What is expected:
Lines with the word "bridge" are the ones wanted. Copy each of them from the entries below.

Input data:

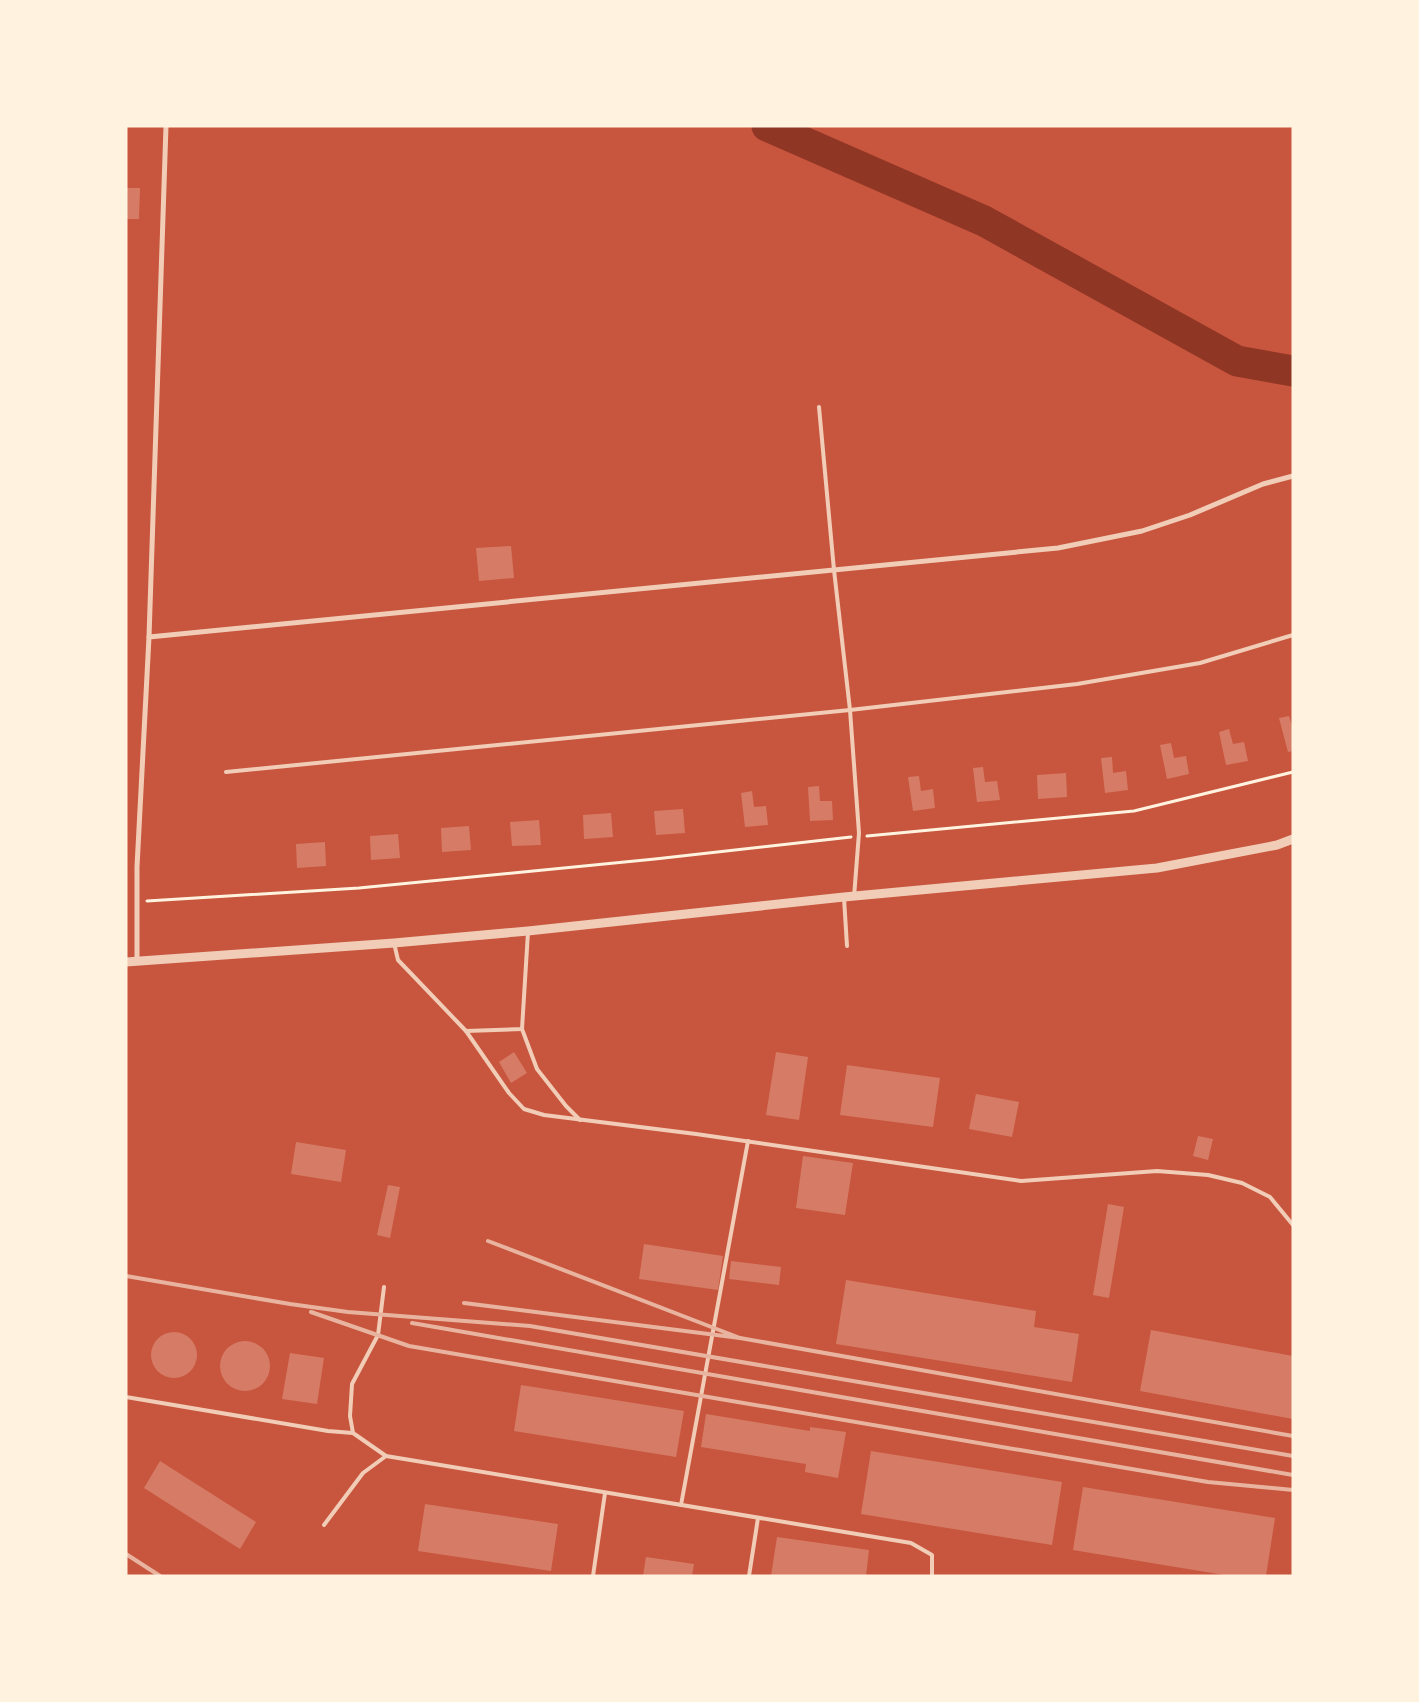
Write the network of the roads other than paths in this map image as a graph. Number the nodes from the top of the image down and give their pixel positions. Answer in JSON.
{"nodes":[{"id":1,"x":166,"y":126,"type":"edge"},
{"id":2,"x":819,"y":407,"type":"dead end"},
{"id":3,"x":1293,"y":476,"type":"edge"},
{"id":4,"x":834,"y":570,"type":"junction"},
{"id":5,"x":1293,"y":635,"type":"edge"},
{"id":6,"x":149,"y":637,"type":"junction"},
{"id":7,"x":850,"y":710,"type":"junction"},
{"id":8,"x":226,"y":772,"type":"dead end"},
{"id":9,"x":1293,"y":839,"type":"edge"},
{"id":10,"x":854,"y":896,"type":"junction"},
{"id":11,"x":844,"y":898,"type":"junction"},
{"id":12,"x":528,"y":931,"type":"junction"},
{"id":13,"x":394,"y":943,"type":"junction"},
{"id":14,"x":847,"y":946,"type":"dead end"},
{"id":15,"x":138,"y":961,"type":"junction"},
{"id":16,"x":126,"y":962,"type":"edge"},
{"id":17,"x":522,"y":1029,"type":"junction"},
{"id":18,"x":466,"y":1030,"type":"junction"},
{"id":19,"x":580,"y":1120,"type":"junction"},
{"id":20,"x":748,"y":1141,"type":"junction"},
{"id":21,"x":1293,"y":1225,"type":"edge"},
{"id":22,"x":384,"y":1287,"type":"dead end"},
{"id":23,"x":126,"y":1397,"type":"edge"},
{"id":24,"x":353,"y":1433,"type":"junction"},
{"id":25,"x":386,"y":1456,"type":"junction"},
{"id":26,"x":605,"y":1493,"type":"junction"},
{"id":27,"x":681,"y":1505,"type":"junction"},
{"id":28,"x":758,"y":1518,"type":"junction"},
{"id":29,"x":324,"y":1525,"type":"dead end"},
{"id":30,"x":593,"y":1576,"type":"edge"},
{"id":31,"x":749,"y":1576,"type":"edge"},
{"id":32,"x":932,"y":1576,"type":"edge"}],
"edges":[{"from":1,"to":6,"type":"street"},
{"from":2,"to":4,"type":"lane"},
{"from":3,"to":4,"type":"street"},
{"from":4,"to":6,"type":"street"},
{"from":4,"to":7,"type":"lane"},
{"from":5,"to":7,"type":"lane"},
{"from":6,"to":15,"type":"street"},
{"from":7,"to":8,"type":"lane"},
{"from":7,"to":10,"type":"lane"},
{"from":9,"to":10,"type":"street"},
{"from":10,"to":11,"type":"street"},
{"from":11,"to":12,"type":"street"},
{"from":11,"to":14,"type":"lane"},
{"from":12,"to":13,"type":"street"},
{"from":12,"to":17,"type":"lane"},
{"from":13,"to":15,"type":"street"},
{"from":13,"to":18,"type":"lane"},
{"from":15,"to":16,"type":"street"},
{"from":17,"to":18,"type":"lane"},
{"from":17,"to":19,"type":"lane"},
{"from":18,"to":19,"type":"lane"},
{"from":19,"to":20,"type":"lane"},
{"from":20,"to":21,"type":"lane"},
{"from":20,"to":27,"type":"lane"},
{"from":22,"to":24,"type":"lane"},
{"from":23,"to":24,"type":"lane"},
{"from":24,"to":25,"type":"lane"},
{"from":25,"to":26,"type":"lane"},
{"from":25,"to":29,"type":"lane"},
{"from":26,"to":27,"type":"lane"},
{"from":26,"to":30,"type":"lane"},
{"from":27,"to":28,"type":"lane"},
{"from":28,"to":31,"type":"lane"},
{"from":28,"to":32,"type":"lane"}]}
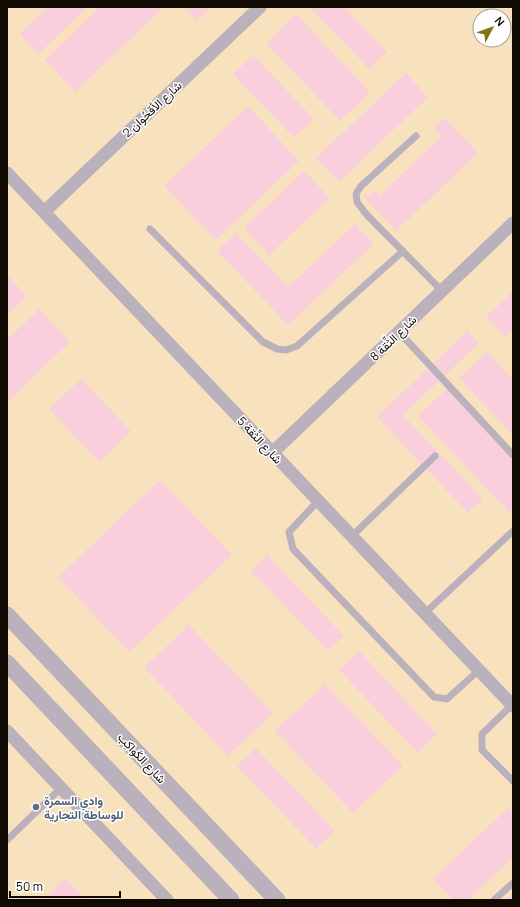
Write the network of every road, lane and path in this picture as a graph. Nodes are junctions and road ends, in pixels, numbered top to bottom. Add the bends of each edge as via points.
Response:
1 (260, 7) edge
2 (416, 136) dead end
3 (7, 173) edge
4 (44, 212) junction
5 (513, 223) edge
6 (150, 229) dead end
7 (403, 251) junction
8 (442, 290) junction
9 (399, 332) junction
10 (272, 453) junction
11 (513, 455) edge
12 (435, 456) dead end
13 (318, 501) junction
14 (513, 531) edge
15 (352, 536) junction
16 (425, 613) junction
17 (7, 615) edge
18 (7, 664) edge
19 (479, 670) junction
20 (512, 706) edge
21 (7, 730) edge
22 (513, 781) edge
23 (61, 788) junction
24 (7, 840) edge
25 (513, 884) edge
26 (166, 900) edge
27 (231, 900) edge
28 (277, 900) edge
29 (494, 900) edge

1 - 4 street, شارع الأقحُوان 2
2 - 7 lane via 361,186 356,194 357,202 366,214
3 - 4 street, شارع الثِّقة 5
4 - 10 street, شارع الثِّقة 5
5 - 8 street, شارع الثِّقة 8
6 - 7 lane via 263,342 277,349 286,350 296,346
7 - 8 lane
8 - 9 street, شارع الثِّقة 8
9 - 10 street, شارع الثِّقة 8
9 - 11 lane
10 - 13 street, شارع الثِّقة 5
12 - 15 lane
13 - 15 street, شارع الثِّقة 5
13 - 19 lane via 289,532 293,549 304,561 434,697 447,699
14 - 16 lane
15 - 16 street, شارع الثِّقة 5
16 - 19 street, شارع الثِّقة 5
17 - 28 street, شارع الكَواكِب
18 - 27 street
19 - 20 street, شارع الثِّقة 5
20 - 22 lane via 482,734 482,750
21 - 23 street
23 - 24 lane
23 - 26 street
25 - 29 lane

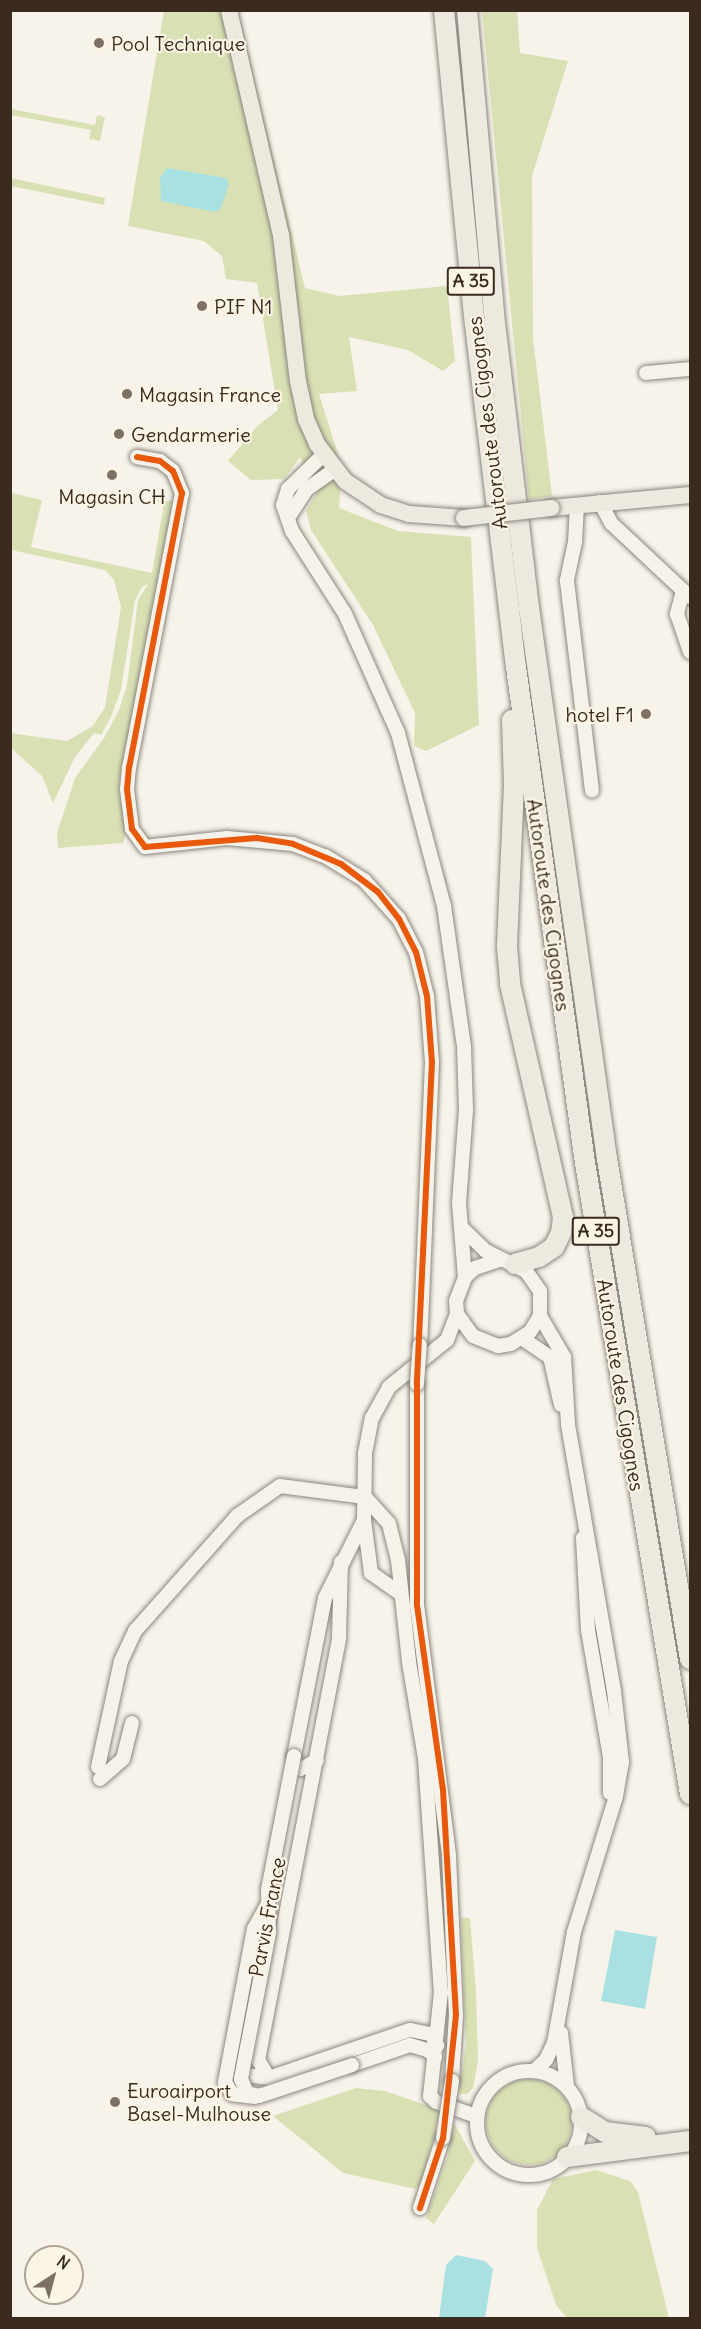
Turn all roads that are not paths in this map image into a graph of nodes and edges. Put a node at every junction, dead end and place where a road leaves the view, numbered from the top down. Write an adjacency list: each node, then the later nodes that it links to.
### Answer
1 (229, 10): 6 (main road)
2 (444, 10): 15 (highway, Autoroute des Cigognes / A 35)
3 (467, 10): 29 (highway, Autoroute des Cigognes / A 35)
4 (690, 369): 5 (street)
5 (646, 373)
6 (323, 455): 8 (main road); 12 (street)
7 (137, 457): 47 (street, bridge)
8 (334, 470): 11 (main road, bridge); 12 (street)
9 (690, 495): 10 (main road)
10 (600, 502): 11 (main road); 13 (street)
11 (577, 506): 16 (street)
12 (288, 518): 17 (street)
13 (687, 594): 14 (street)
14 (690, 652)
15 (516, 667): 18 (highway); 35 (highway, Autoroute des Cigognes / A 35)
16 (592, 791)
17 (463, 1229): 18 (street); 19 (street)
18 (507, 1262): 19 (street); 21 (street)
19 (465, 1277): 20 (street)
20 (457, 1314): 22 (street); 24 (street)
21 (540, 1316): 22 (street); 23 (street)
22 (523, 1339): 23 (street)
23 (568, 1424): 25 (street)
24 (365, 1497): 26 (street); 28 (street); 32 (street)
25 (583, 1512): 30 (street); 31 (street)
26 (364, 1520): 27 (street); 28 (street)
27 (342, 1562): 33 (street, Parvis France); 38 (street, bridge)
28 (401, 1594): 38 (street)
29 (690, 1659)
30 (595, 1672): 31 (street); 36 (street)
31 (614, 1691): 36 (street)
32 (132, 1723)
33 (317, 1760): 34 (street); 41 (street, Parvis France)
34 (301, 1769)
35 (690, 1794)
36 (606, 1824): 37 (street)
37 (561, 2015): 39 (street); 42 (street)
38 (436, 2051): 41 (street); 43 (street)
39 (534, 2071): 42 (street); 43 (street)
40 (247, 2075): 41 (street)
41 (269, 2078)
42 (567, 2086): 44 (street)
43 (476, 2116): 46 (street)
44 (581, 2117): 45 (highway); 46 (street)
45 (690, 2136): 46 (highway)
46 (567, 2157)
47 (420, 2208)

Response to the task:
7 (137, 457): 47 (street, bridge)
8 (334, 470): 11 (main road, bridge); 12 (street)
27 (342, 1562): 33 (street, Parvis France); 38 (street, bridge)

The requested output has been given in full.